== Segment start ==

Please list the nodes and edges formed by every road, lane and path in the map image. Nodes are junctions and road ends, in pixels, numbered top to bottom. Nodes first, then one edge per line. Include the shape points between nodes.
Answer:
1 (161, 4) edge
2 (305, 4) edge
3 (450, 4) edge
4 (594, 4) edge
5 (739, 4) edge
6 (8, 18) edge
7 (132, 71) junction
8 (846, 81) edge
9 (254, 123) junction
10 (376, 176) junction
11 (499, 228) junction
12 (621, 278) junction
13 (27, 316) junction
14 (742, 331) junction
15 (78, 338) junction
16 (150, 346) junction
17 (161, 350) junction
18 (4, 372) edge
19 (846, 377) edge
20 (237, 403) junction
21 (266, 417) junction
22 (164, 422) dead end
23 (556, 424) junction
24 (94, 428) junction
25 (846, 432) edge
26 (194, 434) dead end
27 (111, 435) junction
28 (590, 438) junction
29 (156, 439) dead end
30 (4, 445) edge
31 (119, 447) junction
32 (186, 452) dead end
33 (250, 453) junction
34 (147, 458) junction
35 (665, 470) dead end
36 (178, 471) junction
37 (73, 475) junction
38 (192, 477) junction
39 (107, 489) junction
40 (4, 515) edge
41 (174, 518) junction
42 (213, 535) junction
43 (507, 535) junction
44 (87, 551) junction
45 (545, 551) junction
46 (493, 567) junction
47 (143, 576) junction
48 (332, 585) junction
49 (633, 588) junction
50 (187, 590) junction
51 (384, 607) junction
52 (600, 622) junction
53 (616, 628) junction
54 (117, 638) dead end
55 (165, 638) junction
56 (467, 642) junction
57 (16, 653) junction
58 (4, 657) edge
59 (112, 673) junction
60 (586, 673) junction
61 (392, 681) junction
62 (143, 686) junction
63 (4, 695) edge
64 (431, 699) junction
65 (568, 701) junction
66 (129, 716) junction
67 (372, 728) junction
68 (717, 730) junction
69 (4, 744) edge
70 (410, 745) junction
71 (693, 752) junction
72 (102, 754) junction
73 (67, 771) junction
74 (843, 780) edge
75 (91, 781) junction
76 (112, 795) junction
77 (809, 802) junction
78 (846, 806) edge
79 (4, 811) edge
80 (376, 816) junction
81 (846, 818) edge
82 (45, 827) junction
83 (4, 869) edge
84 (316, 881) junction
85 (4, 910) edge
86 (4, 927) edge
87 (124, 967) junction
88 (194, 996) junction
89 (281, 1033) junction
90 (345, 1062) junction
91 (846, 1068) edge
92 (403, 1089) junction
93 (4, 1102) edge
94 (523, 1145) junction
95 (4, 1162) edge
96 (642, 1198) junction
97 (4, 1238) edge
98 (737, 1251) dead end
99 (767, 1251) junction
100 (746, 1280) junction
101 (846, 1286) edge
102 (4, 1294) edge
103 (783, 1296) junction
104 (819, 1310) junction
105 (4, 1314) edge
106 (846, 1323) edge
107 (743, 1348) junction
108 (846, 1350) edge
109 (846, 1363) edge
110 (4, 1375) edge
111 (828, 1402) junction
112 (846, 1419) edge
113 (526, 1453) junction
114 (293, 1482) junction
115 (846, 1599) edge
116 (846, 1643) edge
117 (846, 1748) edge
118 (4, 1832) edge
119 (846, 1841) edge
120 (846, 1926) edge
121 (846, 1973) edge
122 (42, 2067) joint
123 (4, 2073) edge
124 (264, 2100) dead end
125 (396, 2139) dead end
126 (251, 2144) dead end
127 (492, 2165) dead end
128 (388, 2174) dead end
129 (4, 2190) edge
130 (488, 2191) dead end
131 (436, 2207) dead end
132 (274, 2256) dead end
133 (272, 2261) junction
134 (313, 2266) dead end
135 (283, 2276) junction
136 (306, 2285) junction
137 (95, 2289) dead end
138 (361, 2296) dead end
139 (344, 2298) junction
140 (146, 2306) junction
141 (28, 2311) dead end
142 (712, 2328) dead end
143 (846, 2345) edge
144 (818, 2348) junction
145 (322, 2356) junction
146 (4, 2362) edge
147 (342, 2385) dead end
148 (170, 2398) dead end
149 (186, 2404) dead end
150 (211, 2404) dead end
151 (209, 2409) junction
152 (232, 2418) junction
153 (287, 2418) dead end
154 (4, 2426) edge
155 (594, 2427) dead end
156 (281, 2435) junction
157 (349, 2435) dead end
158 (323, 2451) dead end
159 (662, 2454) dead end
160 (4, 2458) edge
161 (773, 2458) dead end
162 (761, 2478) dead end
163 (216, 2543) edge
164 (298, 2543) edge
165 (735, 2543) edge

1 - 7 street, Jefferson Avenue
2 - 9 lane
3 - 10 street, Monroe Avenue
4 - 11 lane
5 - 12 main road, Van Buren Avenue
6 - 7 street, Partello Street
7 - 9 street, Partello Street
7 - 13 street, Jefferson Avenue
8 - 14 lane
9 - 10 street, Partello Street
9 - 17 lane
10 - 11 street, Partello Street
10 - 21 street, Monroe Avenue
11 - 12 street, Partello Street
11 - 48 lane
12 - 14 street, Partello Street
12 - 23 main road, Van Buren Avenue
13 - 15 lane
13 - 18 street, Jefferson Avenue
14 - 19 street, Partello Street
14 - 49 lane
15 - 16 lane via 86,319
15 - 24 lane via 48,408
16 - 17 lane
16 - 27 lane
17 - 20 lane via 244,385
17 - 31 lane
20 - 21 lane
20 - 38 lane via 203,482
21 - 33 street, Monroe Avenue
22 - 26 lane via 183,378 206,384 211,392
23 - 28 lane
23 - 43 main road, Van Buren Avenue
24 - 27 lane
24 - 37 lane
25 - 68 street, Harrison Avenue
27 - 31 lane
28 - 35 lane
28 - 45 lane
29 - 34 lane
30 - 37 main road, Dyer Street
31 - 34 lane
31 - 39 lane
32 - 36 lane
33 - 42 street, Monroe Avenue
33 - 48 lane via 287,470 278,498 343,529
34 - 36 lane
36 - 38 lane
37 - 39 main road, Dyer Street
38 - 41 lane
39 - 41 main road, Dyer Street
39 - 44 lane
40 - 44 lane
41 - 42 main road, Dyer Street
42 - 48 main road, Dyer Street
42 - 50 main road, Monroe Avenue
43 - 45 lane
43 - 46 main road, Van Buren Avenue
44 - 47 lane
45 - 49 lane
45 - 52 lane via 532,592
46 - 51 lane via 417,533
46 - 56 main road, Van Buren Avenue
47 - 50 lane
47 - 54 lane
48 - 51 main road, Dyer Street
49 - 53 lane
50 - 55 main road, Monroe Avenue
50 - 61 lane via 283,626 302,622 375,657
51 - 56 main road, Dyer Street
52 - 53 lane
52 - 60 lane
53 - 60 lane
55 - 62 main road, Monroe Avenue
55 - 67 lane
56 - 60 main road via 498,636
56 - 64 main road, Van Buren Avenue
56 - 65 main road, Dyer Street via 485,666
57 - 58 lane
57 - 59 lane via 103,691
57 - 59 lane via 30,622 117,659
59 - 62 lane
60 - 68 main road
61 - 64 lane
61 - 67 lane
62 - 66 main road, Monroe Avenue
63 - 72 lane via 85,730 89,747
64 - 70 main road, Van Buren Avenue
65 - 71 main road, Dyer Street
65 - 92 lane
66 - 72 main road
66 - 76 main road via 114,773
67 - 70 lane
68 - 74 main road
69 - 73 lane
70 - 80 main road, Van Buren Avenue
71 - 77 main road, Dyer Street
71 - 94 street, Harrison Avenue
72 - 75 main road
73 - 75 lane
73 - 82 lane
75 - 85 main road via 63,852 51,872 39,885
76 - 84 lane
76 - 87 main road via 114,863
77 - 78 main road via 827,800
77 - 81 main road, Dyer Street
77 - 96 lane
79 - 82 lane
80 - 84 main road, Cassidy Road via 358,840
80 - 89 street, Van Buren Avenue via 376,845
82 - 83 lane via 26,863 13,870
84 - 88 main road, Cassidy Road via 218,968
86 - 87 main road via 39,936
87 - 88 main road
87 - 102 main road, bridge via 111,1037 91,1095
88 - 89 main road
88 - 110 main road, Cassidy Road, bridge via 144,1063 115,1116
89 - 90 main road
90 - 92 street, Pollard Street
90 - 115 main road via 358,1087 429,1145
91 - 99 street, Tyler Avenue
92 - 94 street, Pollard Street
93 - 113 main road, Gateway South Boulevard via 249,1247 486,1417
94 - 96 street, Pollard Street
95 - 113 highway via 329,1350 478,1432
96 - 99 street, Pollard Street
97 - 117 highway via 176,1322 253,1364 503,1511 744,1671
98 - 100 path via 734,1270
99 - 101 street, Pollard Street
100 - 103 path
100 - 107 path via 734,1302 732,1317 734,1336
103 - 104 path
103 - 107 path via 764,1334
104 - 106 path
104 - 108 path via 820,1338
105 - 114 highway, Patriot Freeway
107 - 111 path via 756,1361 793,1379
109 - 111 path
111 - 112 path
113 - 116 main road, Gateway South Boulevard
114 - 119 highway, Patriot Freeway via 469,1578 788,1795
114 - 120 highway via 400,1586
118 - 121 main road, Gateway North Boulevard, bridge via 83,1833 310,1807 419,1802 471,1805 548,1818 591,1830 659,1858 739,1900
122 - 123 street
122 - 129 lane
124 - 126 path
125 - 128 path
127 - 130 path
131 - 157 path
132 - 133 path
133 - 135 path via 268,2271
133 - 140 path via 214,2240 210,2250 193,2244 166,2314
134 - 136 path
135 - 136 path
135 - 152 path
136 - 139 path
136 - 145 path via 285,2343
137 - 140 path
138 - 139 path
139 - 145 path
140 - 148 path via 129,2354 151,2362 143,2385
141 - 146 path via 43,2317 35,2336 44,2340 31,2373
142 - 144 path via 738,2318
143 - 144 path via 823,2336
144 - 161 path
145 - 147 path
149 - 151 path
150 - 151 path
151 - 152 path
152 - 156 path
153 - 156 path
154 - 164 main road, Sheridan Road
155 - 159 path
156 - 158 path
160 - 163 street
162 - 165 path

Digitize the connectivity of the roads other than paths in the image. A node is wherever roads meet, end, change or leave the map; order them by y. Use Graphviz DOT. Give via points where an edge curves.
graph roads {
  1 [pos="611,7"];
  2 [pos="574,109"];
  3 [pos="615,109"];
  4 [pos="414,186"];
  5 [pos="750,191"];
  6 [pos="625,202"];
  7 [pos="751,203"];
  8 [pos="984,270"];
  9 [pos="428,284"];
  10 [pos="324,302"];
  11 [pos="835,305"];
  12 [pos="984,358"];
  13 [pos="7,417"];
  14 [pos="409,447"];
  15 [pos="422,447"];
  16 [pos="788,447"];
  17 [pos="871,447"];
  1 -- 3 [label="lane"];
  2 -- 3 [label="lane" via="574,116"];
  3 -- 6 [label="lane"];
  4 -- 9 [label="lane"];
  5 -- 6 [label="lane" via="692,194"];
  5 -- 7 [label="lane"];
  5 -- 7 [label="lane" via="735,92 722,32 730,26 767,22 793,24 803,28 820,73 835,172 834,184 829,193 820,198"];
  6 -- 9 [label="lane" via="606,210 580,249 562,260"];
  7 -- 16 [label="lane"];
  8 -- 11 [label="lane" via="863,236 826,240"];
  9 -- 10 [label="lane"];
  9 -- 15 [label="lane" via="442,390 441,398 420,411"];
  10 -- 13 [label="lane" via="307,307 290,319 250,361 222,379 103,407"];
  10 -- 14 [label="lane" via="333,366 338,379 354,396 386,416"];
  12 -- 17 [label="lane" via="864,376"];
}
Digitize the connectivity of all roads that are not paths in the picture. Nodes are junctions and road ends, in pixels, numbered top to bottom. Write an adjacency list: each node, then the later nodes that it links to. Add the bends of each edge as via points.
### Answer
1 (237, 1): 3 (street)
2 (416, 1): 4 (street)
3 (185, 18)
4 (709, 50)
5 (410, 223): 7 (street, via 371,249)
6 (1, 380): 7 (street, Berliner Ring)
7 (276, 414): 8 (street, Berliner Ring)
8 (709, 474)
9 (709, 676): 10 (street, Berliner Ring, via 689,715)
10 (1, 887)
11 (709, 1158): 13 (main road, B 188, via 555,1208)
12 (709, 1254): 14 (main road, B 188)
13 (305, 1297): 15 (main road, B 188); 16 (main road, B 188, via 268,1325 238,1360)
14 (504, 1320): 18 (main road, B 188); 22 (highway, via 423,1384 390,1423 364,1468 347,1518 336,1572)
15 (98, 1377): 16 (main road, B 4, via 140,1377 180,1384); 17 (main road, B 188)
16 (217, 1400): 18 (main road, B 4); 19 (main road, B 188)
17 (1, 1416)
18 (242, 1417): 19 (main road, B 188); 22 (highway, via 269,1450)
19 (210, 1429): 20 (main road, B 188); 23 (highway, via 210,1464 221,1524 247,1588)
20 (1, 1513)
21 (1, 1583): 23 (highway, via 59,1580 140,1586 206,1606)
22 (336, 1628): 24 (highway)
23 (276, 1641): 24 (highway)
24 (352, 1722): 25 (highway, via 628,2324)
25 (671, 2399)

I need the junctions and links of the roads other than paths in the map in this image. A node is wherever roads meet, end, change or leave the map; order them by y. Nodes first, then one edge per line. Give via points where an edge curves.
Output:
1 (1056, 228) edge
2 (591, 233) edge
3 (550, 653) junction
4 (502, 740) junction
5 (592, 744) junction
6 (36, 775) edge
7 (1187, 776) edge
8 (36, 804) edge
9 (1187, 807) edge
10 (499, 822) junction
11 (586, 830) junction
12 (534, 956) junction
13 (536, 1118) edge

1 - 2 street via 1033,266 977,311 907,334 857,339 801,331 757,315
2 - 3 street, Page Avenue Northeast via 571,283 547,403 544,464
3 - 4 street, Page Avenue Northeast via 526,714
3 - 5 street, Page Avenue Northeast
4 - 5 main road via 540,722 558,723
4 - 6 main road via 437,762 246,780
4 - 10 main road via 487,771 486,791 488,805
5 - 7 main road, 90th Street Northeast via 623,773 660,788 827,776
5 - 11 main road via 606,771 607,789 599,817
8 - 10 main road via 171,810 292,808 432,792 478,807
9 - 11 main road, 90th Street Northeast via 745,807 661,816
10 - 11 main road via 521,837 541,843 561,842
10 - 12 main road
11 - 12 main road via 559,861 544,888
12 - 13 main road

== Segment end ==

- _Exercise directions_
Only lines with the word "Freeway" go in the answer. Take them all from the entries above.

- _Answer area_
105 - 114 highway, Patriot Freeway
114 - 119 highway, Patriot Freeway via 469,1578 788,1795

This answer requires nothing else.